Designing Supportive Environments
Newton emphasized that supportive environments meet needs before behaviors arise. This requires a blend of physical design and relational practice.
Physical Supports
- Quiet or private areas for decompression
- Predictable routines and accessible visual supports
- Preferred or calming items available as needed
- Minimizing triggers where possible
Social Supports
- Consistent and calm communication
- True choices and student ownership
- Interaction built on patience and respect
- Rewards and encouragement that feel meaningful
The key question: Does this teaching space help every student regulate, belong, and learn?
The Classroom as the Main Environment for Prevention
Newton highlighted how quickly classroom design can either support or impede student success. Clear, accessible layouts reduce confusion and overwhelm. Conversely, crowded walls, cluttered surfaces, and ambiguous spaces can heighten stress.
She offered straightforward guidance:
- Add: visual schedules, expectations, social emotional learning (SEL) messaging
- Remove: clutter, unnecessary materials, overstimulating decor
The goal is to eliminate visuals that are purely there for aesthetics and enhance a space with materials that provide clarity, safety, and function.
A Hard Look at Item Safety
Not all classroom materials are safe for all students. Newton urged educators to assess items through a safety lens:
- Could this item injure someone if thrown?
- Is it breakable? Sharp? A swallowing hazard?
- Does it pose allergy or toxicity risks?
Unsafe items should be stored in locked cabinets, teacher areas, high shelves, or covered spaces. Prevention begins long before a behavior escalates.
Using Tools to Assess Safety and Resilience
To support classroom-wide prevention, Newton recommends evidence-based tools such as:
- DECA Resiliency Assessment
- TPOT (Teaching Pyramid Observation Tool)
- SEAT (Structured Ecological Assessment Tool)
These assessments help teams evaluate how well the environment supports regulation, emotional needs, and safe behavior.
Seeing the Classroom Through “Kaleidoscope Eyes”
Throughout the presentation, Newton used the metaphor of a kaleidoscope — a shifting lens that changes what we see with every turn. Educators must be willing to change their perspective, observe with curiosity, and recognize that surface-level behavior often reflects deeper environmental mismatches.

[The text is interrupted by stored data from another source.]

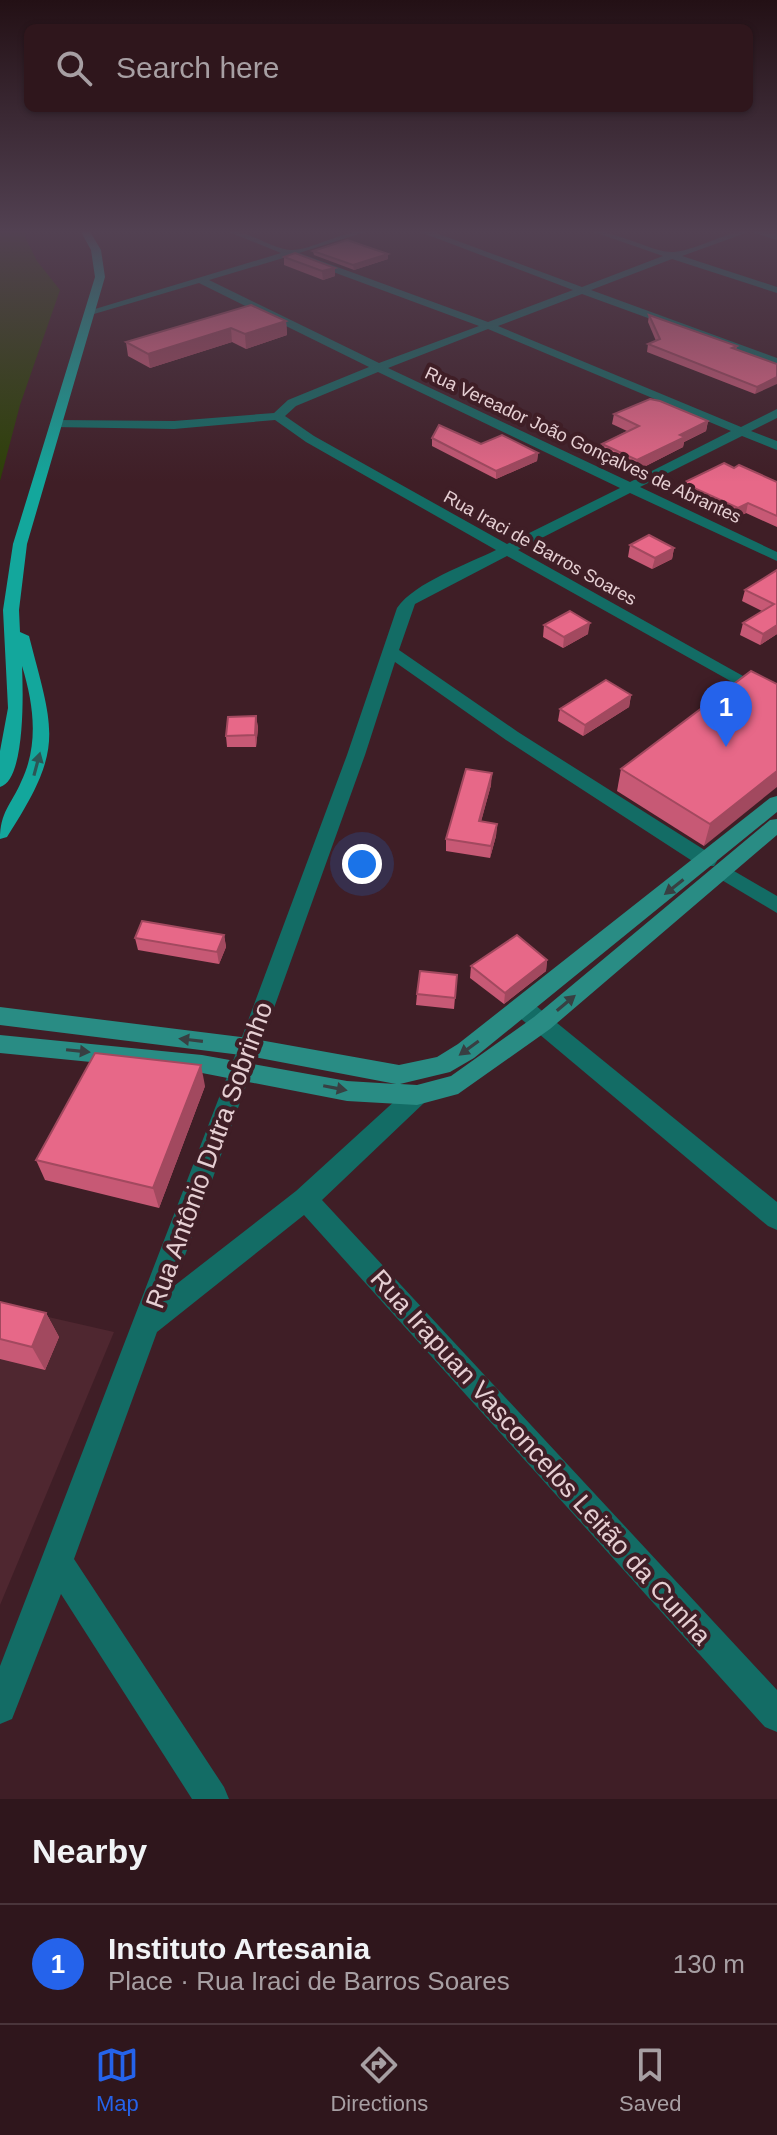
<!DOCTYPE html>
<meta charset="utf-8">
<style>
body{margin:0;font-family:Helvetica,sans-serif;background:#371f25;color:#f1f3f6}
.you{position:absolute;left:362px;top:864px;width:28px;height:28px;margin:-20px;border:6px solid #fff;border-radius:50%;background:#1a73e8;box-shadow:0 0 0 12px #1a73e833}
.badge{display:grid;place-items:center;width:52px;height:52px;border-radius:50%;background:#2563eb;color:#fff;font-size:26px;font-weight:700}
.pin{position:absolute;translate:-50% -66px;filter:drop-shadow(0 2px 4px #0008)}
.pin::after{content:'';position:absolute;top:42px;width:28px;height:24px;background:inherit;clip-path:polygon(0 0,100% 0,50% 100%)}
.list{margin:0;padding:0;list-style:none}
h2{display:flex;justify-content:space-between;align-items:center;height:104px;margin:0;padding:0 32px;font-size:34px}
h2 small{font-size:26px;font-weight:400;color:#a79fa3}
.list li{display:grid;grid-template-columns:52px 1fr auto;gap:24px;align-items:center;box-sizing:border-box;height:120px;padding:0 32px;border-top:2px solid #4a353b}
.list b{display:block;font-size:30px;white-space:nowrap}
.list p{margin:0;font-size:26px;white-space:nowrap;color:#a79fa3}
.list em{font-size:26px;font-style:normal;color:#a79fa3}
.icon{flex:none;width:44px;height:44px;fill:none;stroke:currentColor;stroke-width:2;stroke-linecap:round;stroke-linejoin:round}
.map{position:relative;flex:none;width:777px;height:1799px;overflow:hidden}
.search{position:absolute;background:#2f161c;box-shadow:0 2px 6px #0004;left:24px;right:24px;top:24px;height:88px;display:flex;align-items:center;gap:20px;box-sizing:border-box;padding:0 28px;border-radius:12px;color:#a79fa3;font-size:30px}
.sheet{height:224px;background:#2f161c}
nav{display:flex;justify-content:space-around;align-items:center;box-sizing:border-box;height:112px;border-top:2px solid #4a353b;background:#2f161c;font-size:22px;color:#a79fa3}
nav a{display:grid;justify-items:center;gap:4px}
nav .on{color:#2563eb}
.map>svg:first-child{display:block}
.built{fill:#4f2730}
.green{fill:#2d4006}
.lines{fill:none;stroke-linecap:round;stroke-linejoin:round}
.minor{fill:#136c65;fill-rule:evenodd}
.tertiary{fill:#136c65;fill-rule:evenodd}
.secondary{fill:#298c84;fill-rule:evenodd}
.primary{fill:#13a79c;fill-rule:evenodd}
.wall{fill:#c75975}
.shaded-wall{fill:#a2495f}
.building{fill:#e76888;stroke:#a2495f;stroke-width:2}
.oneway{fill:#2d5555}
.oneway2{fill:#383f42}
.labels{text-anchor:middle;stroke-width:8;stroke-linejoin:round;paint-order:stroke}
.far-street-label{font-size:18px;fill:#e6cfd3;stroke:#3f1e26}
.near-street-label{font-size:26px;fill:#e6cfd3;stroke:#3f1e26}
</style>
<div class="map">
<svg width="777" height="1799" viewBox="0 0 777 1799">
<rect width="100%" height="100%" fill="#3f1e26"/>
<polygon class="built" points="0,1306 114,1332 0,1605"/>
<polygon class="green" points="0,230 27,230 25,237 37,261 60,290 20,405 0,481"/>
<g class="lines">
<g class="minor">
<path d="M224 230C249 230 271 249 291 250 313 250 343 230 371 230L299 253 488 322 573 290 415 230H428L582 287 663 256 588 230C615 230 656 254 674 252 702 249 726 230 754 230L682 256 777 287V293L672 259 591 290 777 358V365L582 294 498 326 741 427 777 409V418L751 431 777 441V450L742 436 640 487 777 552V561L630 493 518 550 777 695V707L507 556 415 604 399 650 518 732 714 856 717 861 714 866H700L506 740 395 662 365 755 174 1286 296 1191 409 1088 417 1085 425 1088 429 1095 425 1102 322 1200 777 1690V1732L765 1727 304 1215 157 1332 74 1559 224 1787 229 1799H192L61 1594 12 1719 0 1724V1666L230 1069 347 755 397 608C415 582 468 564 496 550L306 442 275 420 174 429 52 427V421L56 420 174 421 274 413 288 400 369 367 199 283 94 314 85 312 281 253ZM290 256 479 326 379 363 209 280ZM488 329 731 431 630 482 388 368ZM378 372 620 488 507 544 314 436 285 416 296 406Z"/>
<polygon points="722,864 777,896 777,913 715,876 712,871"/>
<polygon points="522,998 530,1001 777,1202 777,1230 768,1226 514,1013 511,1007 514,1001"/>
</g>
<polygon class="tertiary" points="751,230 777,234 777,240 752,232"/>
<polygon class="secondary" points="777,796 777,812 474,1058 450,1072 400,1084 417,1085 451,1076 534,1017 770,820 777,819 777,835 550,1029 458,1094 417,1105 347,1101 202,1073 0,1053 0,1035 202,1055 347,1081 396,1084 249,1056 0,1025 0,1007 249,1038 399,1065 437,1057 458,1044 770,798"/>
<path class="primary" d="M80 230H89L101 250 105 277 27 544 19 610 20 632 29 636C54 733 65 747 7 837L0 839C0 812 11 805 21 782 39 745 34 705 22 666 23 689 26 780 0 787V751L8 708 3 610 13 544 95 277 91 250Z"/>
</g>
<g class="wall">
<polygon points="313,251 388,259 354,270 314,255"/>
<polygon points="284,257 335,268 335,276 323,280 284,265"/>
<polygon points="649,315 737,346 736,350 777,364 755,394 647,352 648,344 656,341 648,322"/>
<polygon points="286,321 287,335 246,349 232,342 150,368 128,356 126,342"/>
<polygon points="614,414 708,421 706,431 684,442 683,447 636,471 600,454 602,444 627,431 612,424"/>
<polygon points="432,438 481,444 538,453 537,461 496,479 432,446"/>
<polygon points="734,468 777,482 777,527 746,513 736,518 681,492 683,483"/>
<polygon points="630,545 674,548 672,559 652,569 628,557"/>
<polygon points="777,570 777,634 760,645 740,635 743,623 762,611 742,601 745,590"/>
<polygon points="544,625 588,634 563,648 543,637"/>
<polygon points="777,684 704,846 617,791 621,769"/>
<polygon points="631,695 629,707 583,736 558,721 560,709"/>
<polygon points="256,716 258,728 256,747 227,747 226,736"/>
<polygon points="491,785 481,821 497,824 496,836 490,858 446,851 446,839"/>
<polygon points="224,935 226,947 219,964 138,950 135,938"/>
<polygon points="547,960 546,971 504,1004 470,978 471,966"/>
<polygon points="457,975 454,1009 416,1005 417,994"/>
<polygon points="205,1086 159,1208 45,1180 36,1160"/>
<polygon points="0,1302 46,1313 59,1337 45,1370 0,1359"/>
</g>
<g class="shaded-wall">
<polygon points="388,254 388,259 354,270 353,265"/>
<polygon points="335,268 335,276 323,280 322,271"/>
<polygon points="286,321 287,335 246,349 245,334"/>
<polygon points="231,328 232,342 150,368 148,354"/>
<polygon points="777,377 777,384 755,394 757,387"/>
<polygon points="708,421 706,431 684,442 683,447 636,471 637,460 680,435"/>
<polygon points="538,453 537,461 496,479 496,471"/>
<polygon points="748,503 746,513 736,518 738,508"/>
<polygon points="674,548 672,559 652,569 655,558"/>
<polygon points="590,623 588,634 563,648 564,637"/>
<polygon points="777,625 777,634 760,645 763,634"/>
<polygon points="631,695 629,707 583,736 585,725"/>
<polygon points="256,716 258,728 256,747 255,735"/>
<polygon points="777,771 777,787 704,846 710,824"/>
<polygon points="492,773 491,785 478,833 479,821"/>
<polygon points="497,824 496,836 490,858 491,846"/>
<polygon points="224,935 226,947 219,964 217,952"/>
<polygon points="547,960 546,971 504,1004 505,993"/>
<polygon points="201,1065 205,1086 159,1208 153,1188"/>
<polygon points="46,1313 59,1337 45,1370 32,1347"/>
</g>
<g class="building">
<polygon points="347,240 388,254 353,265 313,251"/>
<polygon points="295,253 335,268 322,271 284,257"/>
<polygon points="251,305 286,321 245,334 231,328 148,354 126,342"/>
<polygon points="649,315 737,346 732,348 777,364 777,377 757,387 648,344 660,339"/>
<polygon points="650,399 660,401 708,421 680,435 685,437 637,460 602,444 639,426 614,414"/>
<polygon points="439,425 481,444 502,435 538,453 496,471 432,438"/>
<polygon points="724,463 734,468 739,465 777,482 777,516 748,503 738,508 683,483"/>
<polygon points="649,535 674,548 655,558 630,545"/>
<polygon points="777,570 777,625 763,634 743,623 774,604 745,590"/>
<polygon points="570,611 590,623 564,637 544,625"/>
<polygon points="751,671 777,684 777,771 710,824 621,769"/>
<polygon points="606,680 631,695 585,725 560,709"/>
<polygon points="256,716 255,735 226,736 228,717"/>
<polygon points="466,769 492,773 479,821 497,824 491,846 446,839"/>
<polygon points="142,921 224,935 217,952 135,938"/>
<polygon points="517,935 547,960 505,993 471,966"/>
<polygon points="420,971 457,975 455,998 417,994"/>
<polygon points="95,1053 201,1065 153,1188 36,1160"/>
<polygon points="0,1302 46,1313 32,1347 0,1339"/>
</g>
<defs><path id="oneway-solid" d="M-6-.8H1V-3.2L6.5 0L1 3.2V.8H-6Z" transform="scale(2)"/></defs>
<use class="oneway" href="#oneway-solid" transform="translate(37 764) rotate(-75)"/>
<g class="oneway2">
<use href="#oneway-solid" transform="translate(674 887) rotate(142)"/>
<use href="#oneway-solid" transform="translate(566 1003) rotate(-40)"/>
<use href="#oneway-solid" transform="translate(191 1040) rotate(-173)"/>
<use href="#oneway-solid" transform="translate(469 1048) rotate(144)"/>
<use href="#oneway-solid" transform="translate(78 1051) rotate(6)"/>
<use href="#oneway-solid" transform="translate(335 1088) rotate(11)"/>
</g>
<linearGradient id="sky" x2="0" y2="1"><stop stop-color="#231015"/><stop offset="0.48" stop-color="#524152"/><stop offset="1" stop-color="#524152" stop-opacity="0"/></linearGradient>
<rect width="777" height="482" fill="url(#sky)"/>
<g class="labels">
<g class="far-street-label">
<text transform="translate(583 445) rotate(25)" y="6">Rua Vereador João Gonçalves de Abrantes</text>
<text transform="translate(540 548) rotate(29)" y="6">Rua Iraci de Barros Soares</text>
</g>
<g class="near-street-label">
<text transform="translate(209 1155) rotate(-70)" y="9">Rua Antônio Dutra Sobrinho</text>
<text transform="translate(541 1457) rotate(48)" y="9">Rua Irapuan Vasconcelos Leitão da Cunha</text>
</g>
</g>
</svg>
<div class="you"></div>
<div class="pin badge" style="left:726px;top:747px">1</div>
<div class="search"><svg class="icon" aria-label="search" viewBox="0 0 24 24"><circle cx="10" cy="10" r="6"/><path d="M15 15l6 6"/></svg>Search here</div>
</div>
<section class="sheet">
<h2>Nearby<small></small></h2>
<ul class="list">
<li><span class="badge">1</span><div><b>Instituto Artesania</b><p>Place · Rua Iraci de Barros Soares</p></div><em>130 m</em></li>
</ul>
</section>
<nav>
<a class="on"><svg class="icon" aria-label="map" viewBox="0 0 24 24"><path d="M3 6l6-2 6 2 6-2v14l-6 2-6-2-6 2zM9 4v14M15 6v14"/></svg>Map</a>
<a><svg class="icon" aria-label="directions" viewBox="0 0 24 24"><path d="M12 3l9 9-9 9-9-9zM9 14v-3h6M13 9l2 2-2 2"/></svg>Directions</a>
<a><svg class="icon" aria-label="saved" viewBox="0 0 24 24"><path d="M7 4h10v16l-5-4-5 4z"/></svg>Saved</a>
</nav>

Sometimes what a student needs looks different from what we expect. Sometimes what is necessary for some becomes beneficial for all.
The Heart of the Message
Newton closed with a powerful reminder: crisis prevention is not about reacting quickly; it is about designing environments where crises are far less likely to occur. When classrooms are safe, predictable, flexible, and affirming, students have the capacity to thrive academically, emotionally, and socially.
The kaleidoscope classroom honors every student’s needs and allows educators to support them with confidence, compassion, and clarity.

About Michaela Newton
Michaela Newton is a Master Trainer for Safety-Care by QBS. She equips educators with tools that increase safety and reduce restrictive practices such as restraint. Michaela has nearly a decade of experience supporting individuals in crisis across schools, clinics, homes, and community settings. She has served as a Program Manager in Behavior Rehabilitation Services foster care, a Registered Behavior Technician, and a Board Certified Behavior Analyst. Her professional focus includes trauma-informed care, neurodiversity-affirming practices, and cultivating safe and inclusive learning environments.
Michaela lives in Washington State with her husband and three pets. She enjoys rock climbing, playing Nintendo Switch, and exploring the outdoors with her dachshund.